Gabriel Joseph de Lavergne, comte de Guilleragues, né le à Bordeaux et mort le à Constantinople, est un journaliste, diplomate et écrivain français.

Guilleragues était premier président de la cour des aides de Bordeaux, lorsqu’il s’attacha au prince de Conti. Après avoir successivement rempli les fonctions de secrétaire des commandements de ce prince, puis celles de secrétaire de la chambre et du cabinet du roi, il fut nommé, en 1677, ambassadeur à la cour ottomane. Cette charge lui fut donnée, pour refaire sa fortune qui avait décliné, à la prière de Françoise de Maintenon, qu’il avait connue du vivant de Scarron et dont il fut toujours l’admirateur passionné.

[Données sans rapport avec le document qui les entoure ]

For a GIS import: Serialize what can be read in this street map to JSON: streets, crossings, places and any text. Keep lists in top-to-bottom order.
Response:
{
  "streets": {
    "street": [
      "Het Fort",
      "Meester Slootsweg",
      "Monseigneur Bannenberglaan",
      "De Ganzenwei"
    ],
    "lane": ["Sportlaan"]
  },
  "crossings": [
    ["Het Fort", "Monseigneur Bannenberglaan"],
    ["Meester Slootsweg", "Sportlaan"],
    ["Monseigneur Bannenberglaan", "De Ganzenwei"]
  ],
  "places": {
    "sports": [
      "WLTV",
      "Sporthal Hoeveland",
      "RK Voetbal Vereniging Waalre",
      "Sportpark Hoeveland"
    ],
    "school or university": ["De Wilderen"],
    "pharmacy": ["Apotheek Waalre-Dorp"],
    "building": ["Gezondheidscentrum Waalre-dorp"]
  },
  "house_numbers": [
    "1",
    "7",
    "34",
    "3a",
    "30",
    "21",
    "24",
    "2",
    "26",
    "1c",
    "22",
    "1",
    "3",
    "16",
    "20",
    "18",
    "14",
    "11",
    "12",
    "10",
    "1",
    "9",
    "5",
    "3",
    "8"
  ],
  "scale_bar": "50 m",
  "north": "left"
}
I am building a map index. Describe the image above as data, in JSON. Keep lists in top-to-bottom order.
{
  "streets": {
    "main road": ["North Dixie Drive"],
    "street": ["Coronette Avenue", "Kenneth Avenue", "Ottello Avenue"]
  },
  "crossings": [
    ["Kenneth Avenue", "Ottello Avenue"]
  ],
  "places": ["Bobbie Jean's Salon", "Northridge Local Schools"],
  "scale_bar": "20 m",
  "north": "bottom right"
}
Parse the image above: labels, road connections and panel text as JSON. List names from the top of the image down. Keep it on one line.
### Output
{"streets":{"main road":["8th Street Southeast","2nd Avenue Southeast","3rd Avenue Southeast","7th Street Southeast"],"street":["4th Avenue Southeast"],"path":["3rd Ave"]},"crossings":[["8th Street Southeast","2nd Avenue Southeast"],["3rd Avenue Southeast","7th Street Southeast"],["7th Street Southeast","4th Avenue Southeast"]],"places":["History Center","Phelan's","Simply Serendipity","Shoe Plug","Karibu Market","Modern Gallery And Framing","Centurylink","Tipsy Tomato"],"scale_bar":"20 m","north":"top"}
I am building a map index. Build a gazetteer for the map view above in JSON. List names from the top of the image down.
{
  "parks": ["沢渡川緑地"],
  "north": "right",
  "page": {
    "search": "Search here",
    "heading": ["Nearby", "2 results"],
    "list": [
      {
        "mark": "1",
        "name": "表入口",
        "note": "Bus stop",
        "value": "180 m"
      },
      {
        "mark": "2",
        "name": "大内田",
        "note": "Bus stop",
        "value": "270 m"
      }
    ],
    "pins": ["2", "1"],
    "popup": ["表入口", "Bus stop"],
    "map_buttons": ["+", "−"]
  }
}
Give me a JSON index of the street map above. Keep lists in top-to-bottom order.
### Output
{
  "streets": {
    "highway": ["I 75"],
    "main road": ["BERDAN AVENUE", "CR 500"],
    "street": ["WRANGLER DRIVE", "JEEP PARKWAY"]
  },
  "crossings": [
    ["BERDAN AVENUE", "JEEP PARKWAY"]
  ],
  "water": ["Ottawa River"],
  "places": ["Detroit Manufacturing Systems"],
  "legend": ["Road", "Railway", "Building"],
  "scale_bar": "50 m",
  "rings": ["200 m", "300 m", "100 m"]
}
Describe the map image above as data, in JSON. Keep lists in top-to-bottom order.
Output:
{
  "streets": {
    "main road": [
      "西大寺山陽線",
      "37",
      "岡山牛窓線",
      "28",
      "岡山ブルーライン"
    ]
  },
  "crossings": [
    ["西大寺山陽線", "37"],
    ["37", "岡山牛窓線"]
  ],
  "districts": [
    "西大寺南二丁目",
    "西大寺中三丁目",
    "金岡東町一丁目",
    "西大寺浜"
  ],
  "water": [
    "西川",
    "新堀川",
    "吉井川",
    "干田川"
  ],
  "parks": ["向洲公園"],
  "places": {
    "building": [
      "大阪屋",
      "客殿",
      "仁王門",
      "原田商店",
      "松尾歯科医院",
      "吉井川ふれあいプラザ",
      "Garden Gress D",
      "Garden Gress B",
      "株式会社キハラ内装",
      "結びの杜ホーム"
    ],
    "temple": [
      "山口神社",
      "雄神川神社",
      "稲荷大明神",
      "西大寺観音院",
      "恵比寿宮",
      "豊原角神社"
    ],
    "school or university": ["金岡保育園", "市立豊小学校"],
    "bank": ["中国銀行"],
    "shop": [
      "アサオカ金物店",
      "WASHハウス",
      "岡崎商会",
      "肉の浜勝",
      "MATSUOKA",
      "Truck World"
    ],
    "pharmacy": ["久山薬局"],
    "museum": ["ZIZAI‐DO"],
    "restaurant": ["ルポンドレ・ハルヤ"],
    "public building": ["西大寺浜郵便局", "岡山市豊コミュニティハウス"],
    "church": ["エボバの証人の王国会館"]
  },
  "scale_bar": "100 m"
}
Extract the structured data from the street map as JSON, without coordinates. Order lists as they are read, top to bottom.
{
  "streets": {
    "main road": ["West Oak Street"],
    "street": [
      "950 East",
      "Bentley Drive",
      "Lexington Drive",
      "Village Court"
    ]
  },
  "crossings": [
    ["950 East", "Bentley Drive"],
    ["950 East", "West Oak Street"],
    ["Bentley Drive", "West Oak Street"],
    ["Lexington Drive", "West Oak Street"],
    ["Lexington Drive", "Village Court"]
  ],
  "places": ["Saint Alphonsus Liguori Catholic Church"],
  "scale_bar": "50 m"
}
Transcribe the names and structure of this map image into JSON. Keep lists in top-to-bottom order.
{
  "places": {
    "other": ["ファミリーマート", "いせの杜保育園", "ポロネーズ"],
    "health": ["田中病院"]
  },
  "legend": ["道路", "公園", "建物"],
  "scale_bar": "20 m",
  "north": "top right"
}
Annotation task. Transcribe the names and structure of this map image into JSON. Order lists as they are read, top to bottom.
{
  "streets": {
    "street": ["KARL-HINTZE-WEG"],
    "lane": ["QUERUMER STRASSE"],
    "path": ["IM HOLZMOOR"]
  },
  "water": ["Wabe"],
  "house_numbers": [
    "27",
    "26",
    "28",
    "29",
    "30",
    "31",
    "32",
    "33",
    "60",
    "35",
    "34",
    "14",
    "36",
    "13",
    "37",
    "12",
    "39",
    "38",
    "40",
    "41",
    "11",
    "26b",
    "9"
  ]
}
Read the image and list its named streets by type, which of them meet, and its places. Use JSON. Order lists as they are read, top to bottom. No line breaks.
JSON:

Guilleragues ne se rendit à son poste qu’en 1679. Dès son arrivée à Constantinople, les relations diplomatiques avec la Porte prirent un tour très aigre. Guilleragues avait reçu des instructions lui prescrivant d’exiger, avant de prendre audience, qu’on lui préparât un sofa pour s’asseoir en face du vizir, suivant l’ancien cérémonial que le nouveau vizir Kara Mustafa avait refusé de suivre pour son prédécesseur, le marquis de Nointel qui avait accepté de s’asseoir sur un tabouret au bas de l’estrade où était le vizir. Le roi en avait été si irrité qu’il avait ordonné le rappel de Nointel, disant à Guilleragues qu’il espérait être plus content de lui que de son prédécesseur.

Dès son arrivée, Guilleragues manifesta donc l’intention de se soustraire au cérémonial avilissant que les fonctionnaires de la Porte avaient imposé aux représentants des puissances chrétiennes. Très ennemi des chrétiens, Kara Mustafa n’était pas homme à céder et il résista aux prétentions renouvelées par Guilleragues qui resta plusieurs années sans obtenir ses premières audiences. Une autre circonstance donna lieu à de nouvelles complications. En 1681, Duquesne avait poursuivi des pirates tripolitains jusque dans le port de Chios, et lancé contre leurs vaisseaux 4 000 boulets dont une partie atteignit la ville. Cette canonnade et les menaces au capitan pacha irritèrent le vizir autant qu’elles l’effrayèrent. Il accorda à Guilleragues une entrevue particulière, où il ne pouvait être question de sofa et de prééminence, ce qui était tourner la difficulté sans la résoudre, et où il fut reçu avec colère, menacé des Sept Tours. Mais Guilleragues se contenta de rejeter la responsabilité sur les Tripolitains. Il eût été facile de venger cet affront. Duquesne ne demandait que dix vaisseaux de ligne pour forcer les Dardanelles pour en faire rendre raison à Kara Mustafa. Seignelay, qui entrait pleinement dans les vues du bouillant Normand, préparait une démonstration navale lorsque les Français de Constantinople persuadèrent Guilleragues d’apaiser le vizir qui demandait 73 000 écus à titre d’indemnité. Ayant refusé de payer cette somme, Guilleragues avait été retenu trois jours dans une chambre du palais du vizir. Comme la valeur n’en avait pas été fixée, elle fut l’objet de vives discussions. Après plusieurs débats, il fut convenu que Guilleragues donnerait pour 12 000 écus de pierreries et d’objets d’ameublement.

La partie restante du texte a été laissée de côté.